BAB I
Pendahuluan
Pengkajian Hukum Ekonomi
merupakan kegiatan penelitian bidang hukum yang relatif baru. Hukum ekonominya
sendiri masih belum dikenal dalam tata hukum di Indonesia, seperti halnya
dengan Hukum Perdata, Hukum Dagang, atau Hukum Pidana. Karena itu, pengkajian
tersebut termasuk secara implisit mengembangkan sistem Hukum Ekonomi Nasional
dan menjadi bahan rencana ilmiah bidang Hukum Ekonomi.
Pengemukakan
eksistensi Hukum Ekonomi dan bidang-bidang yang menjadi lingkup Hukum Ekonomi tersebut,
dimaksudkan agar diketahui pendeketan pengkajiannya sehingga lebih jelas
arahnya untuk dikembangkan lebih lanjut.
Mekanisme kerjanya juga
memperhatikan orientasi dari masalahnya sebagai:
- Hal yang telah ada pengaturan hukumnya sendiri.
- Hal yang dapat termasuk dalam kategori Hukum Perdata atau Hukum Publik sedemikian rupa, sehingga Hukum Ekonomi itu tidak mempertentangkan satu dengan yang lainnya, melainkan lebih kepada menyajikan analisis yang menjadi bahan untuk mengadakan pembinaan dan pengembangan Hukum Ekonomi secara nasional.
Pendekatan ini akan
memberi arah kepada pihak yang belum berpegang pada eksistensi Hukum Ekonomi
untuk secara bertahap memahami permasalahannya dan kemudian dapat menerimanya,
untuk selanjutnya bersama-sama mengembangkannya menjadi satu consensus nasional.
BAB II
Teori dan Isi
Dimasukkannya pasar modal sebagai
salah satu bahan dalam pengkajian Hukum Ekonomi Pembangunan merupakan suatu
saran yang tepat.

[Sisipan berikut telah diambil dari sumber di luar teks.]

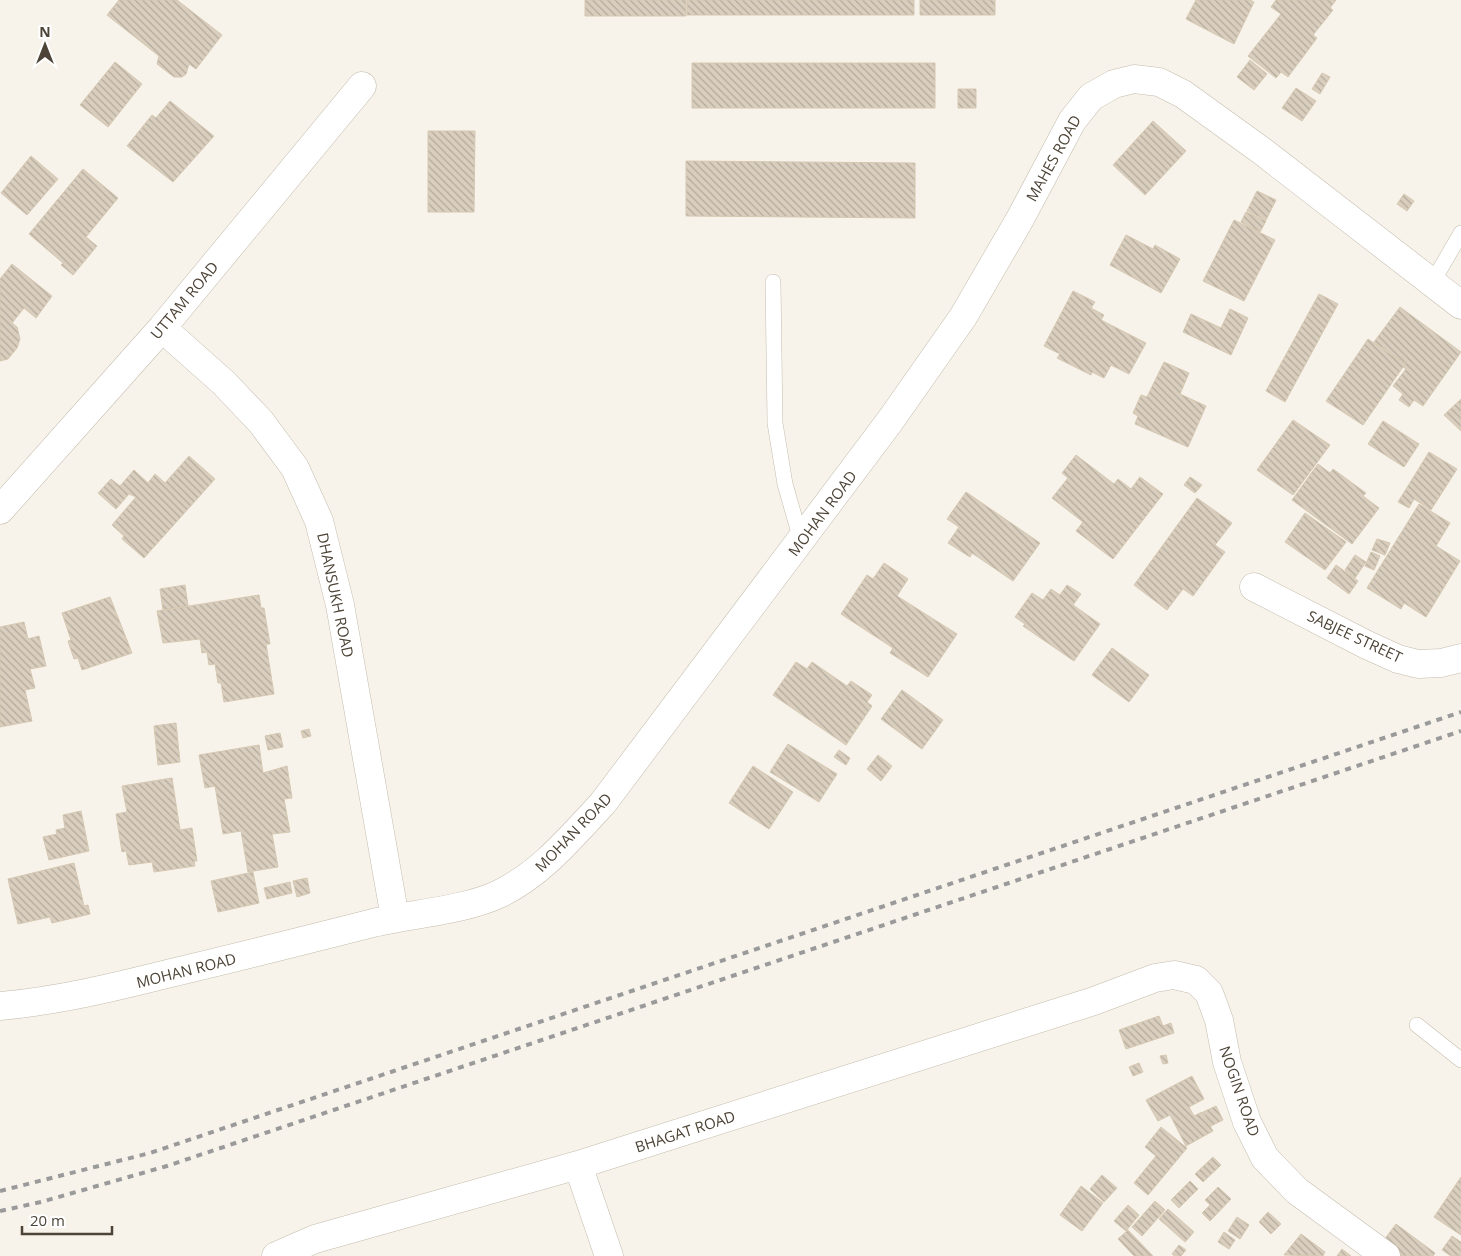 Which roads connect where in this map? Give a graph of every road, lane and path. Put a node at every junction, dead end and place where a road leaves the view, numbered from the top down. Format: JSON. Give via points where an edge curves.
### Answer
{"nodes":[{"id":1,"x":362,"y":86,"type":"dead end"},
{"id":2,"x":1461,"y":233,"type":"edge"},
{"id":3,"x":773,"y":282,"type":"dead end"},
{"id":4,"x":1432,"y":283,"type":"junction"},
{"id":5,"x":1461,"y":305,"type":"edge"},
{"id":6,"x":162,"y":328,"type":"junction"},
{"id":7,"x":890,"y":421,"type":"joint"},
{"id":8,"x":0,"y":510,"type":"edge"},
{"id":9,"x":801,"y":540,"type":"junction"},
{"id":10,"x":1254,"y":587,"type":"dead end"},
{"id":11,"x":1461,"y":658,"type":"edge"},
{"id":12,"x":395,"y":918,"type":"junction"},
{"id":13,"x":1094,"y":1001,"type":"joint"},
{"id":14,"x":0,"y":1006,"type":"edge"},
{"id":15,"x":1417,"y":1025,"type":"dead end"},
{"id":16,"x":1461,"y":1060,"type":"edge"},
{"id":17,"x":578,"y":1165,"type":"junction"},
{"id":18,"x":276,"y":1256,"type":"edge"},
{"id":19,"x":609,"y":1256,"type":"edge"},
{"id":20,"x":1386,"y":1256,"type":"edge"}],
"edges":[{"from":1,"to":6,"type":"street","name":"UTTAM ROAD"},
{"from":2,"to":4,"type":"lane"},
{"from":3,"to":9,"type":"lane","via":[[775,422],[785,484]]},
{"from":4,"to":5,"type":"street","name":"MAHES ROAD"},
{"from":4,"to":7,"type":"street","name":"MAHES ROAD","via":[[1184,94],[1159,82],[1134,79],[1114,84],[1091,97],[1072,121],[963,317]]},
{"from":6,"to":8,"type":"street","name":"UTTAM ROAD"},
{"from":6,"to":12,"type":"street","name":"DHANSUKH ROAD","via":[[224,383],[261,422],[295,468],[319,521],[340,605]]},
{"from":7,"to":9,"type":"street","name":"MOHAN ROAD"},
{"from":9,"to":12,"type":"street","name":"MOHAN ROAD","via":[[604,803],[554,855],[529,877],[497,895]]},
{"from":10,"to":11,"type":"street","name":"SABJEE STREET","via":[[1398,659],[1418,664]]},
{"from":12,"to":14,"type":"street","name":"MOHAN ROAD","via":[[115,987]]},
{"from":13,"to":17,"type":"street","name":"BHAGAT ROAD"},
{"from":13,"to":20,"type":"street","name":"NOGIN ROAD","via":[[1155,978],[1174,976],[1196,980],[1209,993],[1247,1122],[1265,1158],[1297,1191]]},
{"from":15,"to":16,"type":"lane"},
{"from":17,"to":18,"type":"street","name":"BHAGAT ROAD","via":[[315,1239]]},
{"from":17,"to":19,"type":"street"}]}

Untuk memahami kedudukan pasar modal dalam pembangunan
nasional, kita perlu memantau seberapa jauh peranan pasar modal yang bisa
diharapkan.
Sebagaimana
kita maklum dalam Pelita III, maka untuk mempertahankan laju pertumbuhan
ekonomi sebesar rata-rata 6,5% per tahun di perlukan kebutuhan investasi
sebesar Rp 42 triliyun yang dibagi atas sumber-sumber: (1) Dalam Negeri 79%,
dimana 37% diharapkan disediakan pemerintah dan 63% diharapkan disediakan
masyarakat; (2) Luar Negeri 21%.
Dari angka diatas dapat dilihat
betapa besar kontribusi masyarakat yang diharapkan dalam pembiayaan pembangunan
nasional (±
Rp 21 triliyun). Pasar modal sebagai sarana moneter ketiga yang mempertemukan
penyedia dana (masyarakat) dan sector yang membutuhkan dana (pengusaha) akan menjadi
salah satu instrument penggali dana yang potensial.
Didalam Garis Besar Haluan Negara (Tap MPR No. IV/1978) Bab IVd tentang Arah dan
Kebijaksanaan Pembangunan ditegaskan bahwa “… kebijaksanaan di dalam bidang
pasar modal perlu dilanjutkan dan ditingkatkan agar dapat tercapai pemerataan
pemilikan dalam pembangunan di berbagai sector ekonomi".
Didalam pertumbuhannya di Indonesia, pasar modal ditandai dengan beberapa
karakter yang khusus. Kekhususan ini tidak terlepas dari arah dan falsafah
negara yang diterapkan pada sektor ekonomi.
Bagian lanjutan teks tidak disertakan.